Ieri sera al Ciragan Palance di Istanbul si è tenuta la premiazione da parte della FIA dei vincitori di tutte le categorie dei campionati automobilistici. I più attesi ovviamente erano i protagonisti della Formula uno reduci da una stagione estremamente combattuta ed intensa. In primis la Red Bull capace, per il terzo anno consecutivo, di portarsi a casa la coppia del vincitore sia per la classifica piloti che costruttori. Un risultato incredibile, segno della forza e preparazione raggiunta dalla struttura di Milton Keynes guidata da Christian Horner e spinta dalle idee di Adrian Newey, nuovamente il punto di riferimento per tutti gli ingegneri. Per non dimenticare poi di Sebastian Vettel, a 25 anni già in possesso di invidiabili record tra cui l’essere il più giovane campione, bi-campione ed ora tri-campione nella storia della categoria: “Che sensazione fantastica, è incredibile essere qui e portare a casa il trofeo per un altro anno – ha dichiarato il tedesco “Vincere il titolo per tre volte di fila con la Red Bull é qualcosa che ci fa sentire tutti molto orgogliosi. Abbiamo vissuto una stagione fatta di alti e bassi e in cui la squadra ha dovuto spingere al massimo, ma tutto il team ha svolto un lavoro incredibile e il supporto che abbiamo avuto da Renault è stato eccellente”
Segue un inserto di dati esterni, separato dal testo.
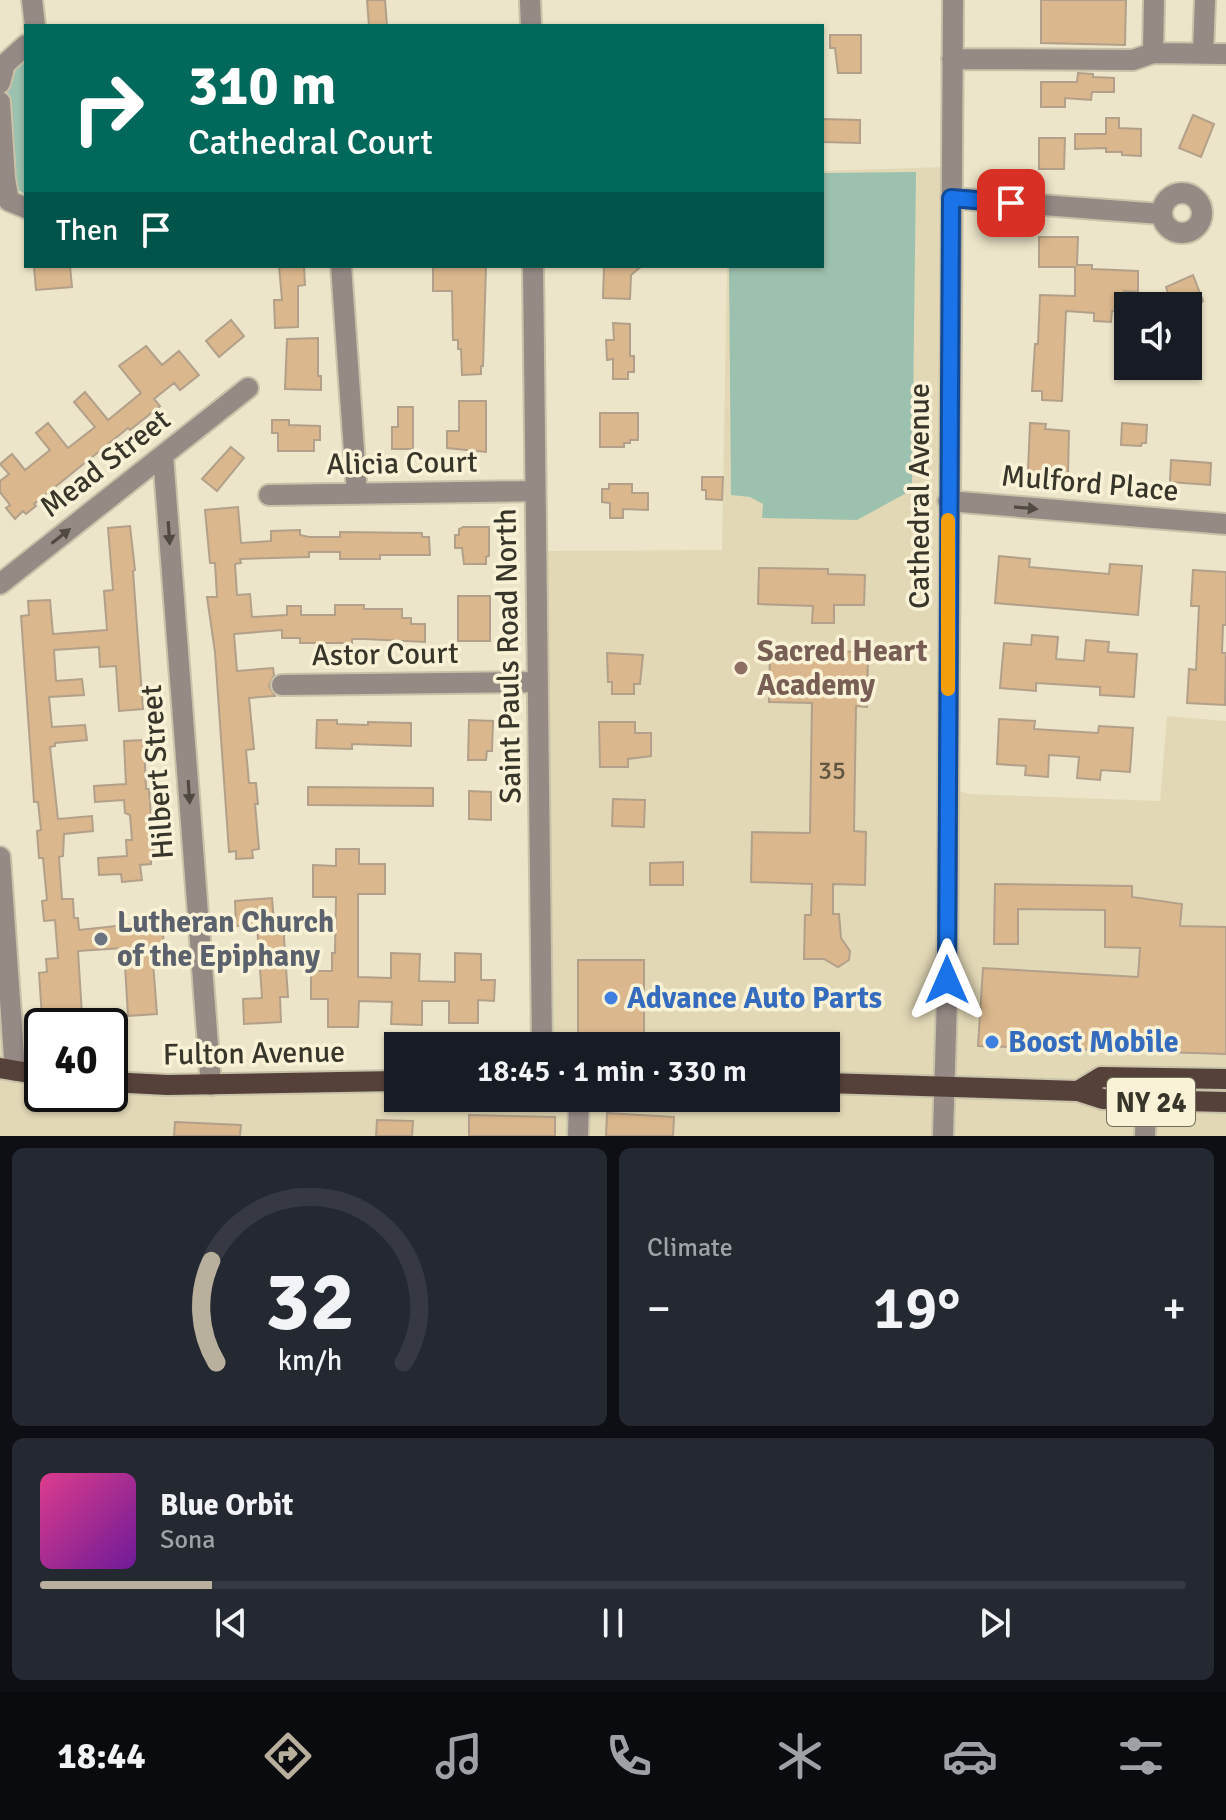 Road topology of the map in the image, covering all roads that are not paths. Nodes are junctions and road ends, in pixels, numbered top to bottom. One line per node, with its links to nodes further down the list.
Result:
1 (32, 0): 6 (street)
2 (530, 0): 7 (street)
3 (953, 0): 12 (street, Cathedral Avenue)
4 (1154, 0): 9 (street)
5 (1205, 0): 10 (street)
6 (35, 24)
7 (531, 24)
8 (24, 47): 13 (street)
9 (1153, 53): 10 (street); 12 (street)
10 (1203, 54): 11 (street)
11 (1226, 54)
12 (952, 59): 15 (street, Cathedral Avenue)
13 (0, 83)
14 (0, 102): 16 (street)
15 (951, 198): 17 (street); 25 (street, Cathedral Avenue)
16 (12, 206)
17 (1161, 214)
18 (341, 268): 23 (street)
19 (533, 268): 22 (street, Saint Pauls Road North)
20 (248, 388): 21 (street, Mead Street)
21 (163, 455): 27 (street, Mead Street, one-way to 21); 37 (street, Hilbert Street, one-way to 37)
22 (535, 491): 23 (street, Alicia Court); 28 (street, Saint Pauls Road North)
23 (357, 494): 24 (street, Alicia Court)
24 (269, 495)
25 (948, 501): 26 (street, Mulford Place, one-way to 26); 38 (street, Cathedral Avenue)
26 (1226, 524)
27 (0, 584)
28 (538, 682): 29 (street, Astor Court); 31 (street, Saint Pauls Road North)
29 (282, 685)
30 (0, 857): 32 (street)
31 (542, 1032)
32 (8, 1070)
33 (1226, 1079): 39 (main road)
34 (384, 1081): 37 (main road, Fulton Avenue)
35 (128, 1083): 37 (main road, Fulton Avenue)
36 (840, 1083): 38 (main road, NY 24)
37 (211, 1085)
38 (945, 1087): 39 (main road, NY 24); 44 (street, Cathedral Avenue)
39 (1078, 1091): 40 (main road, NY 24)
40 (1146, 1102): 41 (main road, NY 24); 45 (street)
41 (1226, 1102)
42 (579, 1112): 43 (street)
43 (578, 1136)
44 (943, 1136)
45 (1145, 1136)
Solare ovviamente anche Horner: “Questo è un risultato fenomenale per la nostra squadra. Il duro lavoro e la dedizione di quest’anno sono stati esemplari, anche se credo siano stati cosa comune tra i box in questa fantastica stagione di Formula 1 – ha spiegato il team principal Red Bull “Non ci sembrava possibile migliorare ancora dopo l’anno scorso e invece… Credo che ci siamo riusciti. Il team ha usato abilità e ingegno e ha resistito alla pressione. Sono davvero onorato di ritirare il trofeo a nome di tutta la squadra”, ha concluso. Presenti all’evento anche Fernando Alonso e Kimi Raikkonen nelle vesti di secondo e terzo classificato nella classifica generale. Lo spagnolo sorride ed accetta il premio come segno di tutti gli sforzi fatti da lui e la squadra di Maranello durante l’intero anno, promettendo subito battaglia a partire dal 2013 sperando in una rossa decisamente più competitiva. Ma fino ad allora il tanto sognato numero uno resterà nel solido impero dell’imprenditore austriaco Dietrich Mateschitz.